France-based American historian Steven Kaplan has studied bread extensively and lovingly throughout his long and extensive career. An expert in French history, he has illuminated in his previous work the central role that this humble staple has played in French political, cultural, and social life. In his exciting new book, Kaplan sounds the alarm: the culture of French bread may be thriving abroad but it is withering at home. Is campaigning for the cause of bread and its culture, in the age of globalization, a lost cause? Steven Kaplan—a connoisseur with years of hands-on experience in the art of French bread making—offers us a lively and delectable history lesson, a comprehensive yet meticulous investigation, and a passionate plea for a renewed appreciation of good bread. 

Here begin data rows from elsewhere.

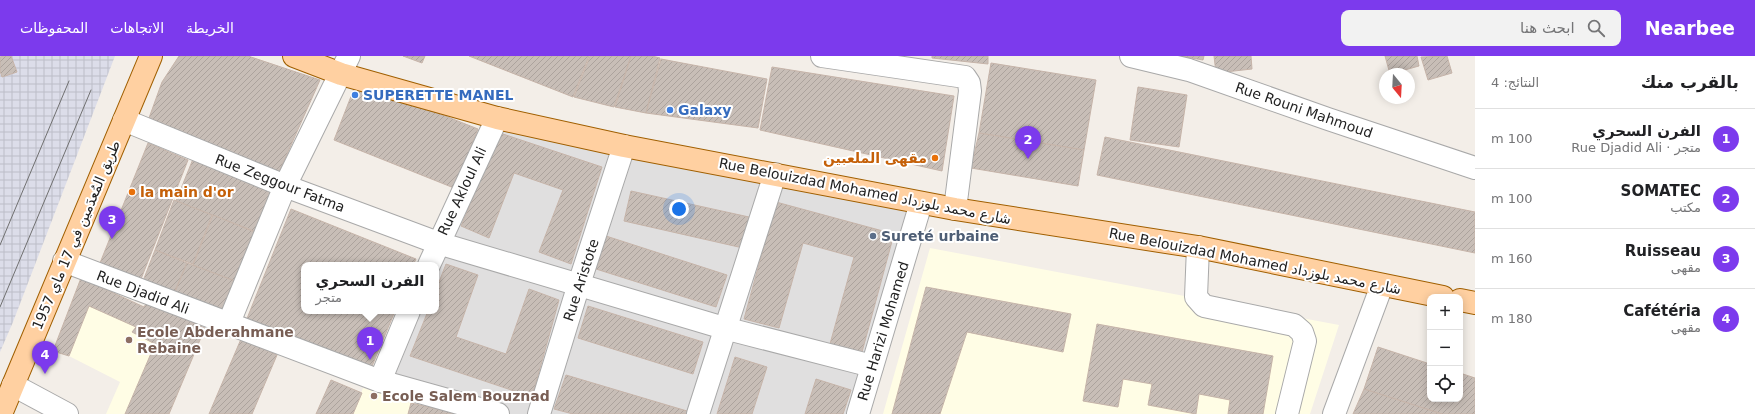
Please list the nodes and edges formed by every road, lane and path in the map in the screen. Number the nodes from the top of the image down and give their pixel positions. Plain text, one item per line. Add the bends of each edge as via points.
1 (152, 56) edge
2 (294, 56) edge
3 (822, 56) edge
4 (1131, 56) edge
5 (345, 65) edge
6 (497, 118) junction
7 (124, 120) junction
8 (624, 146) junction
9 (1475, 168) edge
10 (775, 174) junction
11 (285, 186) junction
12 (921, 203) junction
13 (955, 209) junction
14 (438, 243) junction
15 (1198, 248) junction
16 (64, 261) junction
17 (430, 262) edge
18 (579, 284) junction
19 (1382, 285) junction
20 (1428, 294) edge
21 (1463, 301) edge
22 (1475, 303) edge
23 (408, 314) edge
24 (228, 324) junction
25 (724, 328) junction
26 (872, 366) junction
27 (380, 381) junction
28 (13, 385) junction
29 (2, 414) edge
30 (67, 414) edge
31 (498, 414) edge
32 (539, 414) edge
33 (698, 414) edge
34 (858, 414) edge
35 (1287, 414) edge
36 (1334, 414) edge

1 - 7 main road, طريق المُعدَمين في 17 ماي 1957
2 - 5 main road, Rue Belouizdad Mohamed شارع محمد بلوزداد
3 - 13 street via 965,77 970,91
4 - 9 street, Rue Rouni Mahmoud via 1189,70
5 - 6 main road, Rue Belouizdad Mohamed شارع محمد بلوزداد
5 - 11 street
6 - 8 main road, Rue Belouizdad Mohamed شارع محمد بلوزداد
6 - 14 street, Rue Akloul Ali
7 - 11 street, Rue Zeggour Fatma
7 - 16 main road, طريق المُعدَمين في 17 ماي 1957
8 - 10 main road, Rue Belouizdad Mohamed شارع محمد بلوزداد
8 - 18 street, Rue Aristote
10 - 12 main road, Rue Belouizdad Mohamed شارع محمد بلوزداد
10 - 25 street
11 - 14 street, Rue Zeggour Fatma
11 - 24 street
12 - 13 main road, Rue Belouizdad Mohamed شارع محمد بلوزداد
12 - 26 street, Rue Harizi Mohamed
13 - 15 main road, Rue Belouizdad Mohamed شارع محمد بلوزداد
14 - 17 street, Rue Akloul Ali
14 - 18 street, Rue Zeggour Fatma
15 - 19 main road, Rue Belouizdad Mohamed شارع محمد بلوزداد
15 - 35 street via 1196,297 1204,306 1294,325 1302,332 1305,341
16 - 24 street, Rue Djadid Ali
16 - 28 main road, طريق المُعدَمين في 17 ماي 1957
18 - 25 street, Rue Zeggour Fatma
18 - 32 street, Rue Aristote
19 - 20 main road, Rue Belouizdad Mohamed شارع محمد بلوزداد
19 - 36 street
21 - 22 main road
23 - 27 street
24 - 27 street, Rue Djadid Ali
25 - 26 street, Rue Zeggour Fatma
25 - 33 street
26 - 34 street, Rue Harizi Mohamed
27 - 31 street, Rue Djadid Ali
28 - 29 main road, طريق المُعدَمين في 17 ماي 1957
28 - 30 street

Bread defined France’s daily life and culture until World War II. For centuries, the French economy was dominated by agriculture; the production of grain in particular was intrinsically linked to the development of commerce and industry, and was an essential source of revenue for the state. Without bread at an affordable price, a reasonable quality, and sufficient quantity, there was no way to ensure social peace.

Today not only is bread no longer a vital source of sustenance, but it has also lost its standing. Why is this so? With a historian’s precision and a sociologist’s eye, Kaplan examines the signs and the causes of this decline. Some reasons include the mechanization and the rise of the baking industry, globalization and the atrophy of “local taste,” the loss of the symbolic status of bread, and many more. Kaplan reviews the unusually central role of bread throughout French history in religion, in politics, in social unrest, right down to the pervasiveness of bread metaphors in everyday language. He devotes entire chapters to gluten, leaven, ancient grains, organic bread, and, of course, the baguette. He brings to life all those who have played and continue to play a role in the cycle of bread from production—farmers, millers, master bakers—to consumption. 

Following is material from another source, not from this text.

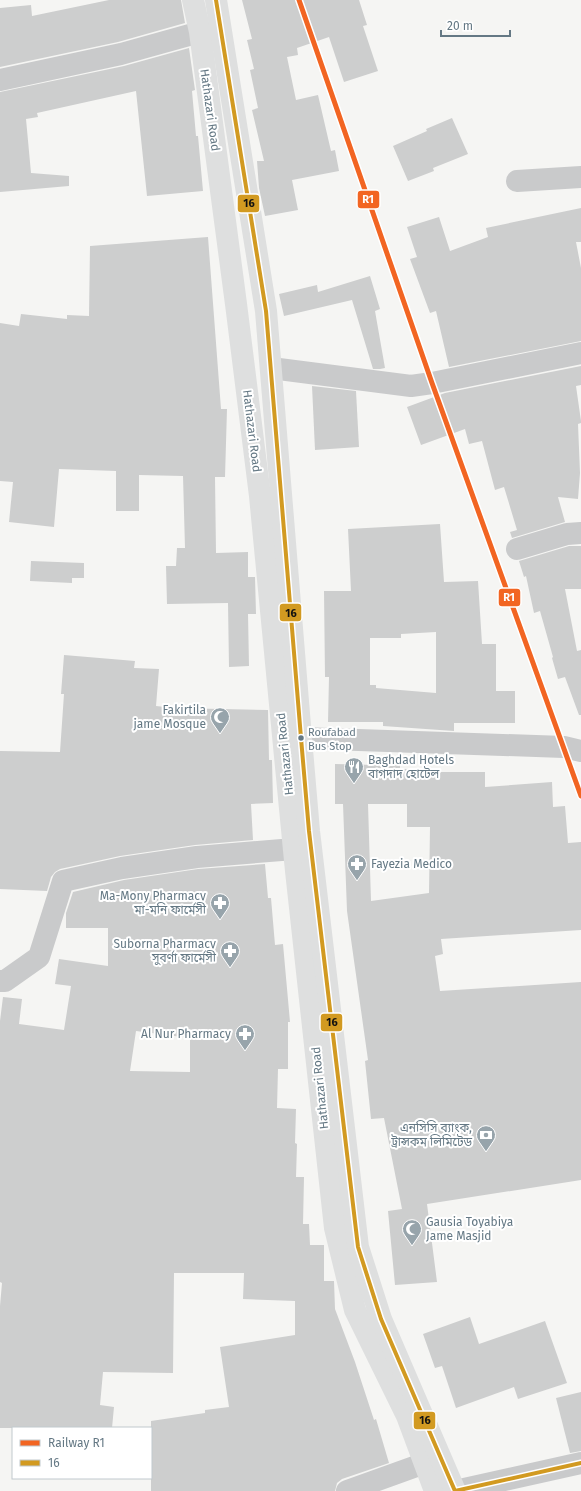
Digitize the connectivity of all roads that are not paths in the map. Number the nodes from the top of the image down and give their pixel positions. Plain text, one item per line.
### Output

As a passionate bread lover, Kaplan cannot leave us with a pessimistic assessment of the current state of affairs. He concludes by identifying encouraging factors that are revitalizing the culture of bread, from the feminization of baking work and the rehabilitation of leaven and its digestion-enhancing properties to the increasing collaboration between farmers and millers. Kaplan has written an enticing book for Francophiles, and those interested in the deep relationships of food to political and social struggle, heritage and knowledge, and the pleasures of life.

 

Steven L. Kaplan is the Goldwin Smith Professor of European History, emeritus, at Cornell University. His numerous publications include Bread, Politics and Political Economy in the Reign of Louis XV, 2 volumes (2nd edition, Anthem, 2016), The Stakes of Regulation: Perspectives on Bread, Politics and Political Economy (Anthem, 2015), Learning on the Shop Floor: Historical Perspectives on Apprenticeship, Co-ed. with Bert de Munck and Hugo Soly (Berghahn Books, 2007), Good Bread Is Back: A Contemporary History of French Bread, The Way It Is Made, and the People Who Make It (Duke University Press, 2006).